Catalina straightened and crept into the ring of lights. He remembered her name?
The man’s leg had been splinted, and his eyes were bright with pain. “How did you know?” he asked.
“Know what?” she whispered, puzzled.
“That something was wrong.” He lifted a hand to gesture vaguely in the direction of the one-meter.
She scuffed the dirt with her toe. “Um, I saw the barrel pointing down, and I knew. . . it wasn’t normal.”
His eyes sharpened. “That was observant of you. Then you knew how to shut down the equatorial mount.”
Shyly, she nodded.
His gaze remained on her as they lifted the stretcher and began to slide it into the ambulance. “A good scientist,” he continued, “is always observant.” Then the door slammed behind him.
***
“Mail call!” Yelled Arturo, Señor Rojas’s son. He tossed a padded envelope plastered with foreign stamps onto Catalina’s doorstep. She was helping Mama make mote con huesillos, one of her favorite desserts. Scooping up the envelope, she tore open the flap.
Out fell a pressed and dried white flower in wax paper. Queen Anne’s lace, she remembered, tracing the edges with her fingertip. Like a spiral galaxy.
“Dear Catalina,” the letter began, “I wanted to thank you for not only saving (possibly) my life, or at least my dignity, but also something far more valuable: the one-meter telescope mount. In return, I thought I might offer a budding scientist some advice.”
She continued reading, heart pummeling her ribs. He listed several addresses he said were of the best schools in Chile for young scientists. “The scholarship applications aren’t easy, but if you attempt them, I’d be happy to give you my feedback.”
She clutched the letter to her chest, an absurd joy exploding like a supernova.
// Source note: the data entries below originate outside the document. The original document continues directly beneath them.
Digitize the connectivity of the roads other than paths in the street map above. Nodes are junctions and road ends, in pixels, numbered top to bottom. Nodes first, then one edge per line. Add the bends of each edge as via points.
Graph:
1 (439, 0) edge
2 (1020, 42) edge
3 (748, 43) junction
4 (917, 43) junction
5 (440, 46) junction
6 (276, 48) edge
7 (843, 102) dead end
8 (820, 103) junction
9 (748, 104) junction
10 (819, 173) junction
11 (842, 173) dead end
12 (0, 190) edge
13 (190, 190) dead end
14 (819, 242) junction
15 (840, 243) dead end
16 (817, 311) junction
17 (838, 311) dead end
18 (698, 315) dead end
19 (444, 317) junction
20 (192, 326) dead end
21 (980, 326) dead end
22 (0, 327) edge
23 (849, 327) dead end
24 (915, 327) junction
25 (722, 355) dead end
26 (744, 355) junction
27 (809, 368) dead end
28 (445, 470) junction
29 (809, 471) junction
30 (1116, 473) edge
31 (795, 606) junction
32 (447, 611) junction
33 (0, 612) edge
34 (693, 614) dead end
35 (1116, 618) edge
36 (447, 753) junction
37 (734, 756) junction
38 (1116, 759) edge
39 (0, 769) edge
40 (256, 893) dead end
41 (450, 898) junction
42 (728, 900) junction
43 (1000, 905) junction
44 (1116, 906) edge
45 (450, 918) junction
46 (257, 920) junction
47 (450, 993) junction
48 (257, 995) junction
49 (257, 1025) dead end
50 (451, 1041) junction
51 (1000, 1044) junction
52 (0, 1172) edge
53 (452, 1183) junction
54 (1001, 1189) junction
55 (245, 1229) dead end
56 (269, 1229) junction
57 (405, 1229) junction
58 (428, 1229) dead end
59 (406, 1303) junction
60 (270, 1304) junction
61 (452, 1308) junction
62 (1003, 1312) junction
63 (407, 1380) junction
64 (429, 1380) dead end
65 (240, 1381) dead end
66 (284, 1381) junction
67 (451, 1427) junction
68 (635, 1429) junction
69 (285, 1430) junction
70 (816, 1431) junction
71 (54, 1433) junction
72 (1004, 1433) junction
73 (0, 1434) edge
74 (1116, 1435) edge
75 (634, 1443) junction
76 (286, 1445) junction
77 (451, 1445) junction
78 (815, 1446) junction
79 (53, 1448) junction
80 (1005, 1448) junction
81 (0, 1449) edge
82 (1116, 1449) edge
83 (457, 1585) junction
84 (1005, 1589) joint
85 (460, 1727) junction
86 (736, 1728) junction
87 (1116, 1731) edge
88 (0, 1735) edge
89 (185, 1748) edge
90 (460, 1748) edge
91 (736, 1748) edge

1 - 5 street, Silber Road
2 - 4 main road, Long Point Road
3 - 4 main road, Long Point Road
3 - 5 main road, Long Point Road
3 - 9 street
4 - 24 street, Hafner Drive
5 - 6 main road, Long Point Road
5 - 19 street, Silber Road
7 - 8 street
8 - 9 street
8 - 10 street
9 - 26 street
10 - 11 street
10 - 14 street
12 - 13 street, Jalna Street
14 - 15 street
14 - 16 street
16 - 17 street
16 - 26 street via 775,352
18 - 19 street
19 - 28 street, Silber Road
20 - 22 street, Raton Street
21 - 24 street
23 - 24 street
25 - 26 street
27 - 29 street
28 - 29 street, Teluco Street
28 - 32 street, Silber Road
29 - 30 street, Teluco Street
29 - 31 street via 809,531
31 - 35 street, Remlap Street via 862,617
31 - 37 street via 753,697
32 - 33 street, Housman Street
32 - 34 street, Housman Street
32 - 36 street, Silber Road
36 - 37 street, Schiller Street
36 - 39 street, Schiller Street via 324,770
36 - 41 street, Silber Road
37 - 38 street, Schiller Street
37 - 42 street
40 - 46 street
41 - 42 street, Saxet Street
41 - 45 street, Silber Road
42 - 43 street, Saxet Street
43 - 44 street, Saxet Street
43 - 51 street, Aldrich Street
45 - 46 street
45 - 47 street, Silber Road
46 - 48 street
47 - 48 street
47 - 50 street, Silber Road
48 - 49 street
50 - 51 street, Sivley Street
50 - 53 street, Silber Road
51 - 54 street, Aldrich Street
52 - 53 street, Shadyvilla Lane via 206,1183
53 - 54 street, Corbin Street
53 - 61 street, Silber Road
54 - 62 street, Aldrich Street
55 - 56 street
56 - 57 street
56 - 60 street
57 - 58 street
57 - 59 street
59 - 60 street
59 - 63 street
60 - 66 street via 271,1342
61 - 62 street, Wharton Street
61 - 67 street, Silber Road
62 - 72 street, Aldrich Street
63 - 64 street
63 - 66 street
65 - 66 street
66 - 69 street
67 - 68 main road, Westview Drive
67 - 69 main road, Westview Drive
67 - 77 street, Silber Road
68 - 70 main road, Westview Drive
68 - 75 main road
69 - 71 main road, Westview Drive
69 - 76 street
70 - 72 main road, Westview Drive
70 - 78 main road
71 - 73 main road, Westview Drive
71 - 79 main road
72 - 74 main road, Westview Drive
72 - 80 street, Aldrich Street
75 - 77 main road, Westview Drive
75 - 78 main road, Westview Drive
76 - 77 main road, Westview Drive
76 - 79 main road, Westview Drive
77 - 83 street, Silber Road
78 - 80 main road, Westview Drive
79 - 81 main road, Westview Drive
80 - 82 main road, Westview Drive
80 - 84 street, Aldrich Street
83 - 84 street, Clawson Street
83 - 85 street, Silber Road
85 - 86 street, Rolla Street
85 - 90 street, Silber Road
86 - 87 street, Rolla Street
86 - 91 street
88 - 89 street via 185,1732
It was going to happen. She would become an astronomer. She knew it now.
That night, when she ran out under the stars, she called, “I’ll discover all your secrets someday!” She spun the delicate, galactic flower in her hand. Patterns in the sky, patterns on the earth; humans laced them together. Circling above her, the intricate sky no longer seemed quite so remote.
◊◊◊
AUTHOR’S NOTE My family and I visited the Cerro Tololo Inter-American Observatory when I was seven years old. I have never forgotten the astonishing clarity of the night sky at that altitude, so different from what I had known in Indiana, where I grew up the child of immigrants, with a Chilean father and a Filipina mother. The intricate display of stellar clouds, nebulae, and galaxies sparked a lifelong fascination with astronomy that eventually led to my career as a professor, computer scientist, and developer of astrophysics software.
Like Catalina in my story, I encountered resistance to studying astronomy. In both Chile and the U.S., only 15 percent of astronomers are female. Coming from a working-class family, a girl like Catalina would normally attend a very mediocre school and not be expected to acquire much education. Although public universities are free in Chile, the best ones draw almost all of their students from private schools that prepare their pupils to do well on the national entrance exams.
Catalina has a long road ahead of her. But with a sponsor who can give her advice on how to write her scholarship applications, she has the chance to rise above the cultural expectations of her class and gender. The good news is that she is not only highly intelligent, but feisty and not easily cowed. I think her chances are pretty good.